Park S K, Grzybicki D, Lin H L, Murphy S
Department of Pharmacology, University of Iowa College of Medicine, Iowa City 52242.
Neuropharmacology. 1994 Nov;33(11):1419-23. doi: 10.1016/0028-3908(94)90044-2.
Nitric oxide is produced in the CNS by both constitutive and inducible isoforms of nitric oxide synthase. Once nitric oxide synthase is transcriptionally induced in astrocytes in vitro, these cells release large amounts of nitric oxide tonically. Glial cell-derived nitric oxide can be toxic to neurons and oligodendrocytes and is implicated in a variety of neuropathologies, suggesting that the expression of nitric oxide synthase in glia must be finely regulated. From northern and western blot analysis we have identified various agents (transforming growth factor-beta, nitric oxide, receptor agonists) that modulate cytokine-induced expression of nitric oxide synthase mRNA in astrocytes. This suggests that the magnitude and duration of nitric oxide production from activated astrocytes in vivo may be determined by signals from adjacent neurons and microglial cells.

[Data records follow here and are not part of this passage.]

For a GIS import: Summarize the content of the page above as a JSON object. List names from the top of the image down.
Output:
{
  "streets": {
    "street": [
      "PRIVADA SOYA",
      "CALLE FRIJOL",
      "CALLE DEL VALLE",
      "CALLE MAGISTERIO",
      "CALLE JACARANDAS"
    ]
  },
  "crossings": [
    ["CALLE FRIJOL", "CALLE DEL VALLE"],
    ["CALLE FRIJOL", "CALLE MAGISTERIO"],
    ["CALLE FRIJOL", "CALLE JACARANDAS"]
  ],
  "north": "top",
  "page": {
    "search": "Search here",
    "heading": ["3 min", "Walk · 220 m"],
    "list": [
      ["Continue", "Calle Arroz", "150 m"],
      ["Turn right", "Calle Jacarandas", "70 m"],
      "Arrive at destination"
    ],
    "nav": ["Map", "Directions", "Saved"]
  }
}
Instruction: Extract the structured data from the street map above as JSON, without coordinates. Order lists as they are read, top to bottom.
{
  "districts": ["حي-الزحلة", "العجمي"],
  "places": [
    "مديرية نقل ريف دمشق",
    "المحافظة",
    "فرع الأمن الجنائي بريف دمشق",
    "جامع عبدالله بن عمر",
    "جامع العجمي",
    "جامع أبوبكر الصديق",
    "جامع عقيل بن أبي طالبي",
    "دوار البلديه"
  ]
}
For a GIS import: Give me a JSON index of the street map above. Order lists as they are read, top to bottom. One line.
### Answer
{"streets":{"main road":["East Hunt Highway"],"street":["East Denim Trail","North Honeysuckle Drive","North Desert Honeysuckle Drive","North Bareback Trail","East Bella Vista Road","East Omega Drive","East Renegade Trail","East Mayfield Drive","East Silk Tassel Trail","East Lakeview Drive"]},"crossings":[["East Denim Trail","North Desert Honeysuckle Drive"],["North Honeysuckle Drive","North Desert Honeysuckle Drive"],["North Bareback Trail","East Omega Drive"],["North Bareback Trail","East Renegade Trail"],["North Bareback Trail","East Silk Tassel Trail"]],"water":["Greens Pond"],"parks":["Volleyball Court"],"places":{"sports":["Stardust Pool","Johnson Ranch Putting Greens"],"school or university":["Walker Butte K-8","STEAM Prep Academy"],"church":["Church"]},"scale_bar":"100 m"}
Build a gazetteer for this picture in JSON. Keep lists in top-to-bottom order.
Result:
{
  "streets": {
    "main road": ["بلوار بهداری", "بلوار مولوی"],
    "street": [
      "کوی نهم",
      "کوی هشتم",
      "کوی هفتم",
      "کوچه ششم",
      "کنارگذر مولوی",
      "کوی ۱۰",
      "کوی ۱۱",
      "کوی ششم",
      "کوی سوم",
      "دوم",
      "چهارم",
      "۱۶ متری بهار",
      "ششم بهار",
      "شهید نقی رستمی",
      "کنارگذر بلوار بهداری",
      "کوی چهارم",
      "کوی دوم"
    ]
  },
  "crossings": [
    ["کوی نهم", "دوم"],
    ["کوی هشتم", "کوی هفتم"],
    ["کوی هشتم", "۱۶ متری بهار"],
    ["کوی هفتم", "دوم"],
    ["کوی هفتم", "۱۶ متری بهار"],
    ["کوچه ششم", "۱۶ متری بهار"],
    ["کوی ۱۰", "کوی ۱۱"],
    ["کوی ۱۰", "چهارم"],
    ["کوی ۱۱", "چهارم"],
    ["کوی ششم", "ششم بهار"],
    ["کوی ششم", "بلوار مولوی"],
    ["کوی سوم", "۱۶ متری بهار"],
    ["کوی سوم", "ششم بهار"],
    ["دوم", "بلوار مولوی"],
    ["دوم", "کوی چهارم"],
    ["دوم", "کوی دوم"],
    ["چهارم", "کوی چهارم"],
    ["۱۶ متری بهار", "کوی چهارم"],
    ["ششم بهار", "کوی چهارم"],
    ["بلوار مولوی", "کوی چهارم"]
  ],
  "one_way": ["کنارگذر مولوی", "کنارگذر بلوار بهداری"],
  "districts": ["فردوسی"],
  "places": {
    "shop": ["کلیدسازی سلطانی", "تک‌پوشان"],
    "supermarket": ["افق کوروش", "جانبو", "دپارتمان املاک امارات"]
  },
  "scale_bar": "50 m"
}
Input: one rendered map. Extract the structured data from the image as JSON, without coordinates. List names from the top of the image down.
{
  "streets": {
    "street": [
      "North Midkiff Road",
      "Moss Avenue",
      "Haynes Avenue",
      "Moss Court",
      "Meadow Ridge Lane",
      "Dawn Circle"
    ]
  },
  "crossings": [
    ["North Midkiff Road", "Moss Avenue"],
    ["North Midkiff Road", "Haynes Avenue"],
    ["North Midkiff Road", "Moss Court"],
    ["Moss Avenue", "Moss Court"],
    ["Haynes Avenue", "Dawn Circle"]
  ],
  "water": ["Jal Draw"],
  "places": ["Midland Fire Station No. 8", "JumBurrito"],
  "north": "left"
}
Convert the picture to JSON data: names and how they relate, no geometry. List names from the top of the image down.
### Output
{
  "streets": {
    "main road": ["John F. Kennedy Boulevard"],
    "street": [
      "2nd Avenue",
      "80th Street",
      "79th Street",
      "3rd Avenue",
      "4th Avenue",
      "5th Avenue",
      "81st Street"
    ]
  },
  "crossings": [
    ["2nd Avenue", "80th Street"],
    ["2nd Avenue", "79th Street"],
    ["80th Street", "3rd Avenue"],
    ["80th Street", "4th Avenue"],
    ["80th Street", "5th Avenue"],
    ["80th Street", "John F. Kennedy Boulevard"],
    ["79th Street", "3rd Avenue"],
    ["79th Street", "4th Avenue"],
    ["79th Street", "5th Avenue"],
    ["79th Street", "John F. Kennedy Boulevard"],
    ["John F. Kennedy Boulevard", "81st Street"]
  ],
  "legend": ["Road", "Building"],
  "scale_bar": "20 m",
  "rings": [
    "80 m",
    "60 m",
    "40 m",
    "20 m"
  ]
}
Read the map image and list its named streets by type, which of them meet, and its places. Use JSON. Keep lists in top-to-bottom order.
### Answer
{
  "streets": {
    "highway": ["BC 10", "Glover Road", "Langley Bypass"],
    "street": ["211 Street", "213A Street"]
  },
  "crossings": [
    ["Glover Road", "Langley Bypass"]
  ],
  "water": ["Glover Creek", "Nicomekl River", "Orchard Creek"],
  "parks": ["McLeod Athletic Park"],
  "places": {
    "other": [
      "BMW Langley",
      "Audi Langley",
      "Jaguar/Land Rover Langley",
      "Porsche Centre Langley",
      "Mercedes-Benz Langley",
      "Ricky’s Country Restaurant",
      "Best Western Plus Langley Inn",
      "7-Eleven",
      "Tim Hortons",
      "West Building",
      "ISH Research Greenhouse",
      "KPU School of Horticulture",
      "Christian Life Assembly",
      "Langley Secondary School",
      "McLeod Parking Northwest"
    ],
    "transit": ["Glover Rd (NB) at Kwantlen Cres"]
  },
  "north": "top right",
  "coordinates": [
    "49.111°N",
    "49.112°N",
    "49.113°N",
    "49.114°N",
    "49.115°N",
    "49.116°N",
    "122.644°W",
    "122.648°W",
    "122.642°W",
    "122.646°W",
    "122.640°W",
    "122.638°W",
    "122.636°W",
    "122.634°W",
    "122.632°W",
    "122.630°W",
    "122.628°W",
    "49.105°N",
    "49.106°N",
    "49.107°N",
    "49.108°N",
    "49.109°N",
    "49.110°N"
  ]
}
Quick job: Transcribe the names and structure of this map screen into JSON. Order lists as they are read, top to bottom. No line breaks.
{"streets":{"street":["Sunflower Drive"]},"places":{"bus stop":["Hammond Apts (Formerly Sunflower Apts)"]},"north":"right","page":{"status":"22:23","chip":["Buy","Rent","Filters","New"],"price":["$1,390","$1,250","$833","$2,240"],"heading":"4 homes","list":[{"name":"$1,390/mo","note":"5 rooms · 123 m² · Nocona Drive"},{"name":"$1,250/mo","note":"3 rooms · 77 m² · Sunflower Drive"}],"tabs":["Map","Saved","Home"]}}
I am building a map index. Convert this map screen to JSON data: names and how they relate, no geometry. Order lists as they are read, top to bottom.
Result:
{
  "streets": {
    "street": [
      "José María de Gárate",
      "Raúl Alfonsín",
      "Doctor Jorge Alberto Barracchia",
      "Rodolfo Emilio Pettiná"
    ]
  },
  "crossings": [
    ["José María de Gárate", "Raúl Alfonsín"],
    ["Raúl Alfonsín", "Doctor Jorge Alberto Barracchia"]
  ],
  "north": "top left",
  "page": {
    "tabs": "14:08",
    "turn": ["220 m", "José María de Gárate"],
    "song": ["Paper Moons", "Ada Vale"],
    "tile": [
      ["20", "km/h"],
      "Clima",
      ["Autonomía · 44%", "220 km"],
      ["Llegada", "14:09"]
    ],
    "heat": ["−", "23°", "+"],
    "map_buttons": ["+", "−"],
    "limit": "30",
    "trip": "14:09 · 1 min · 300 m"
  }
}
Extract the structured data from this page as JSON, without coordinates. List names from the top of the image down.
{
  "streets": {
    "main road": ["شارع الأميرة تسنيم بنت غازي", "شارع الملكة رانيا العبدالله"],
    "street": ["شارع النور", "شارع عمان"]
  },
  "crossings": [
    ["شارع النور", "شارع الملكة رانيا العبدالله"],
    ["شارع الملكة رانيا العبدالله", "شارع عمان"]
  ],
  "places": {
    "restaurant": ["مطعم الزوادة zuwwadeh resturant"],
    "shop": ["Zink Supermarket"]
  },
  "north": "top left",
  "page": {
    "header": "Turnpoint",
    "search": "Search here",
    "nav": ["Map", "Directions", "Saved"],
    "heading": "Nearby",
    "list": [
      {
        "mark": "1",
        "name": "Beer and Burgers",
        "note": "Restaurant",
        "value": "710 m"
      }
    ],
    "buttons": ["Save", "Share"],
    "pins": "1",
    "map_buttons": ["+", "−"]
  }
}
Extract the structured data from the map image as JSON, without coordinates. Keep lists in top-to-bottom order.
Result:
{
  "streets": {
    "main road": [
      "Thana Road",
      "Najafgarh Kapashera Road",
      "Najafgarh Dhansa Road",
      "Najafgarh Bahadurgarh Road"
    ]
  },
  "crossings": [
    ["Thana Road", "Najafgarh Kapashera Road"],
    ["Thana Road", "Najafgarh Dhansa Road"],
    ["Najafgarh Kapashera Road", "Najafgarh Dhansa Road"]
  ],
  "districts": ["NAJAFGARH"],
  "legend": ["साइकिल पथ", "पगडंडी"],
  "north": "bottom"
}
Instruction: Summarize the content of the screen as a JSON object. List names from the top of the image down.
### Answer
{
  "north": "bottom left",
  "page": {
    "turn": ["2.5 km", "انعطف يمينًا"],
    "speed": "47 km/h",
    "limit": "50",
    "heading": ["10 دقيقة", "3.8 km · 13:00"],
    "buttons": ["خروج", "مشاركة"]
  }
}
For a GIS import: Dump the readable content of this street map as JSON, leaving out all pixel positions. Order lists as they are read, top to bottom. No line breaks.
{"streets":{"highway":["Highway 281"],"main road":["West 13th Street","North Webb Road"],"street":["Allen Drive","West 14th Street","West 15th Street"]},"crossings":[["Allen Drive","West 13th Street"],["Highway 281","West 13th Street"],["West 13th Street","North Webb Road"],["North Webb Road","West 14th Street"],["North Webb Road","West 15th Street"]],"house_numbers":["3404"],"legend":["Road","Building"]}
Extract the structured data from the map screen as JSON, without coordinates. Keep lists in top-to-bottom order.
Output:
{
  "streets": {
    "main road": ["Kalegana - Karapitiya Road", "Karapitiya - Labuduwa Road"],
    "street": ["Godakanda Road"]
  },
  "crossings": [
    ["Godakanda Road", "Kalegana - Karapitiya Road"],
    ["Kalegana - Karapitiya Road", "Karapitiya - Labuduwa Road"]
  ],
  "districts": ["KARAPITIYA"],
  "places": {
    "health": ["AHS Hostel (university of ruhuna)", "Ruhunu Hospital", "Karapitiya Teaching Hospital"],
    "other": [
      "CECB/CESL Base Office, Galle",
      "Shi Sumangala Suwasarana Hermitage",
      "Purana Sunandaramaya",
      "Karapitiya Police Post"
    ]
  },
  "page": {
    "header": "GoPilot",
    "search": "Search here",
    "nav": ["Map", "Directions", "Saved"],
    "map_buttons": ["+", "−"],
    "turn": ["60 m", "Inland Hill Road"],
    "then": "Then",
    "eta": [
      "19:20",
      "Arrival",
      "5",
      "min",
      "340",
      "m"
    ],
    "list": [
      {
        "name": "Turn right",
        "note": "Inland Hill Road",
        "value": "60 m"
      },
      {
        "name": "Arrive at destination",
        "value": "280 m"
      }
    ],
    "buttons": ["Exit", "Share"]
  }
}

一氧化氮在中枢神经系统中由一氧化氮合酶的组成型和诱导型同工型产生。一旦在体外星形胶质细胞中转录诱导一氧化氮合酶,这些细胞就会持续释放大量一氧化氮。神经胶质细胞衍生的一氧化氮对神经元和少突胶质细胞可能有毒性,并与多种神经病理学有关,这表明神经胶质细胞中一氧化氮合酶的表达必须受到精细调节。通过Northern印迹和Western印迹分析,我们确定了各种可调节细胞因子诱导的星形胶质细胞中一氧化氮合酶mRNA表达的因子(转化生长因子-β、一氧化氮、受体激动剂)。这表明体内活化星形胶质细胞产生一氧化氮的量和持续时间可能由相邻神经元和小胶质细胞发出的信号决定。